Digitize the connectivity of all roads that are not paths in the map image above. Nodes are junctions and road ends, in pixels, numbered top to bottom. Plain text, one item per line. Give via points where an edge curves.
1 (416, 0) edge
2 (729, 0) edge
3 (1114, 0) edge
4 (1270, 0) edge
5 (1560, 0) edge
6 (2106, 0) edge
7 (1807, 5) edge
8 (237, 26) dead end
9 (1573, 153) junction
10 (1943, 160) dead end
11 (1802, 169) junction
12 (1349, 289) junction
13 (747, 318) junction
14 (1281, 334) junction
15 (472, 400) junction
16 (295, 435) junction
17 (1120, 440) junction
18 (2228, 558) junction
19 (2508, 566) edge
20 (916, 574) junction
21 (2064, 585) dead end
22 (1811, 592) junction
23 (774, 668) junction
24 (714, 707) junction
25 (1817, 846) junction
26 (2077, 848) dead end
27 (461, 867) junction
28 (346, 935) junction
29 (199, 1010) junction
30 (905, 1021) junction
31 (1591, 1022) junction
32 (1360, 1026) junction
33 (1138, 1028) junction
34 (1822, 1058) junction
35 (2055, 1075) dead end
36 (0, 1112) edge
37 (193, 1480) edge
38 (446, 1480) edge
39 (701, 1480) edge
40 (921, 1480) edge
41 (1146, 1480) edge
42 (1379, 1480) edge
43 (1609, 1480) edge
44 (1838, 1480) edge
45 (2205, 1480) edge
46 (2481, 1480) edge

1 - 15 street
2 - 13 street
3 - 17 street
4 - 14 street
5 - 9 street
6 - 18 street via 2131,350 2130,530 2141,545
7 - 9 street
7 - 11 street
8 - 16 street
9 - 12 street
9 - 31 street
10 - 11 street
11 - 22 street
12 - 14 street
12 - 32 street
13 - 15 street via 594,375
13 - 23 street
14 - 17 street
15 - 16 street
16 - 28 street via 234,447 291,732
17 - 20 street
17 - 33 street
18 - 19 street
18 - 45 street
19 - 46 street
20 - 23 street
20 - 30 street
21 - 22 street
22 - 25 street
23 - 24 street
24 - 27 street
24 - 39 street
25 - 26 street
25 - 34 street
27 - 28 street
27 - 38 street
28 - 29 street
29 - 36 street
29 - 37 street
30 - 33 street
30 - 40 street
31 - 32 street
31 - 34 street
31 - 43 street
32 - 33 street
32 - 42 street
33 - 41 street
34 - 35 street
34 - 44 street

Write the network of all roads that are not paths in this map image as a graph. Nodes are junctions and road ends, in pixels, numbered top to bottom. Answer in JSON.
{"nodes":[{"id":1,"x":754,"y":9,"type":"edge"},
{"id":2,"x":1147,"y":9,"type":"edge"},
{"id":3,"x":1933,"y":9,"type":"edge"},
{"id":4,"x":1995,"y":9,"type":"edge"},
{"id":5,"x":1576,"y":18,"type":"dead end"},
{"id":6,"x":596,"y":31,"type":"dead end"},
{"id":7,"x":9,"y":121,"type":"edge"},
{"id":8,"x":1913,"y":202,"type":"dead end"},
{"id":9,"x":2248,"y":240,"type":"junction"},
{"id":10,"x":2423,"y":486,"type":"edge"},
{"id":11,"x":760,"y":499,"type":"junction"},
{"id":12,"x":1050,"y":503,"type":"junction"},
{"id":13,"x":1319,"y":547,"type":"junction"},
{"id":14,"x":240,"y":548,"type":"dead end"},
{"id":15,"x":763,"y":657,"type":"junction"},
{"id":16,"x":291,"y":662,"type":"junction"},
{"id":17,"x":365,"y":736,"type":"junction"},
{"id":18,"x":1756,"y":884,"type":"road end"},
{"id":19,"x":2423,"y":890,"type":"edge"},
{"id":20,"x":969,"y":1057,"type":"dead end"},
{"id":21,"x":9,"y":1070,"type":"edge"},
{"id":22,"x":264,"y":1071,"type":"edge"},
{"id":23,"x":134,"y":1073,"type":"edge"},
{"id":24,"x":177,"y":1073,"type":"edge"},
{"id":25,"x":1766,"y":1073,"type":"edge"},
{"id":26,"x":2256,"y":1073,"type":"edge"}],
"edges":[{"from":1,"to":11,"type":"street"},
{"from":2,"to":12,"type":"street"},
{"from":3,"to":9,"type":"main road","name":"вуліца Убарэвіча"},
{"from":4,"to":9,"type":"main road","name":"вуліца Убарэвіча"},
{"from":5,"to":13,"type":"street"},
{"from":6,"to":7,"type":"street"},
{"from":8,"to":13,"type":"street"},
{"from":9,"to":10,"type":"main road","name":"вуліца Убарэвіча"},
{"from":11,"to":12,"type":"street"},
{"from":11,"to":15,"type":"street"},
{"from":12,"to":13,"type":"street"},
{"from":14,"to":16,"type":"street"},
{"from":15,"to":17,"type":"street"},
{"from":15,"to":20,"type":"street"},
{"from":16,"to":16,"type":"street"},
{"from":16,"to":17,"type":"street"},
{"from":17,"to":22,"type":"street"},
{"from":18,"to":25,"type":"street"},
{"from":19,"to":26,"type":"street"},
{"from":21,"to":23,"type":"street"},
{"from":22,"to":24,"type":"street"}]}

EXERCISE PROMPT:
Your answer should consist of every record, printed exactly as given.

PROBLEM SOLUTION:
Digitize the connectivity of all roads that are not paths in the map image above. Nodes are junctions and road ends, in pixels, numbered top to bottom. Plain text, one item per line. Give via points where an edge curves.
1 (416, 0) edge
2 (729, 0) edge
3 (1114, 0) edge
4 (1270, 0) edge
5 (1560, 0) edge
6 (2106, 0) edge
7 (1807, 5) edge
8 (237, 26) dead end
9 (1573, 153) junction
10 (1943, 160) dead end
11 (1802, 169) junction
12 (1349, 289) junction
13 (747, 318) junction
14 (1281, 334) junction
15 (472, 400) junction
16 (295, 435) junction
17 (1120, 440) junction
18 (2228, 558) junction
19 (2508, 566) edge
20 (916, 574) junction
21 (2064, 585) dead end
22 (1811, 592) junction
23 (774, 668) junction
24 (714, 707) junction
25 (1817, 846) junction
26 (2077, 848) dead end
27 (461, 867) junction
28 (346, 935) junction
29 (199, 1010) junction
30 (905, 1021) junction
31 (1591, 1022) junction
32 (1360, 1026) junction
33 (1138, 1028) junction
34 (1822, 1058) junction
35 (2055, 1075) dead end
36 (0, 1112) edge
37 (193, 1480) edge
38 (446, 1480) edge
39 (701, 1480) edge
40 (921, 1480) edge
41 (1146, 1480) edge
42 (1379, 1480) edge
43 (1609, 1480) edge
44 (1838, 1480) edge
45 (2205, 1480) edge
46 (2481, 1480) edge

1 - 15 street
2 - 13 street
3 - 17 street
4 - 14 street
5 - 9 street
6 - 18 street via 2131,350 2130,530 2141,545
7 - 9 street
7 - 11 street
8 - 16 street
9 - 12 street
9 - 31 street
10 - 11 street
11 - 22 street
12 - 14 street
12 - 32 street
13 - 15 street via 594,375
13 - 23 street
14 - 17 street
15 - 16 street
16 - 28 street via 234,447 291,732
17 - 20 street
17 - 33 street
18 - 19 street
18 - 45 street
19 - 46 street
20 - 23 street
20 - 30 street
21 - 22 street
22 - 25 street
23 - 24 street
24 - 27 street
24 - 39 street
25 - 26 street
25 - 34 street
27 - 28 street
27 - 38 street
28 - 29 street
29 - 36 street
29 - 37 street
30 - 33 street
30 - 40 street
31 - 32 street
31 - 34 street
31 - 43 street
32 - 33 street
32 - 42 street
33 - 41 street
34 - 35 street
34 - 44 street

Write the network of all roads that are not paths in this map image as a graph. Nodes are junctions and road ends, in pixels, numbered top to bottom. Answer in JSON.
{"nodes":[{"id":1,"x":754,"y":9,"type":"edge"},
{"id":2,"x":1147,"y":9,"type":"edge"},
{"id":3,"x":1933,"y":9,"type":"edge"},
{"id":4,"x":1995,"y":9,"type":"edge"},
{"id":5,"x":1576,"y":18,"type":"dead end"},
{"id":6,"x":596,"y":31,"type":"dead end"},
{"id":7,"x":9,"y":121,"type":"edge"},
{"id":8,"x":1913,"y":202,"type":"dead end"},
{"id":9,"x":2248,"y":240,"type":"junction"},
{"id":10,"x":2423,"y":486,"type":"edge"},
{"id":11,"x":760,"y":499,"type":"junction"},
{"id":12,"x":1050,"y":503,"type":"junction"},
{"id":13,"x":1319,"y":547,"type":"junction"},
{"id":14,"x":240,"y":548,"type":"dead end"},
{"id":15,"x":763,"y":657,"type":"junction"},
{"id":16,"x":291,"y":662,"type":"junction"},
{"id":17,"x":365,"y":736,"type":"junction"},
{"id":18,"x":1756,"y":884,"type":"road end"},
{"id":19,"x":2423,"y":890,"type":"edge"},
{"id":20,"x":969,"y":1057,"type":"dead end"},
{"id":21,"x":9,"y":1070,"type":"edge"},
{"id":22,"x":264,"y":1071,"type":"edge"},
{"id":23,"x":134,"y":1073,"type":"edge"},
{"id":24,"x":177,"y":1073,"type":"edge"},
{"id":25,"x":1766,"y":1073,"type":"edge"},
{"id":26,"x":2256,"y":1073,"type":"edge"}],
"edges":[{"from":1,"to":11,"type":"street"},
{"from":2,"to":12,"type":"street"},
{"from":3,"to":9,"type":"main road","name":"вуліца Убарэвіча"},
{"from":4,"to":9,"type":"main road","name":"вуліца Убарэвіча"},
{"from":5,"to":13,"type":"street"},
{"from":6,"to":7,"type":"street"},
{"from":8,"to":13,"type":"street"},
{"from":9,"to":10,"type":"main road","name":"вуліца Убарэвіча"},
{"from":11,"to":12,"type":"street"},
{"from":11,"to":15,"type":"street"},
{"from":12,"to":13,"type":"street"},
{"from":14,"to":16,"type":"street"},
{"from":15,"to":17,"type":"street"},
{"from":15,"to":20,"type":"street"},
{"from":16,"to":16,"type":"street"},
{"from":16,"to":17,"type":"street"},
{"from":17,"to":22,"type":"street"},
{"from":18,"to":25,"type":"street"},
{"from":19,"to":26,"type":"street"},
{"from":21,"to":23,"type":"street"},
{"from":22,"to":24,"type":"street"}]}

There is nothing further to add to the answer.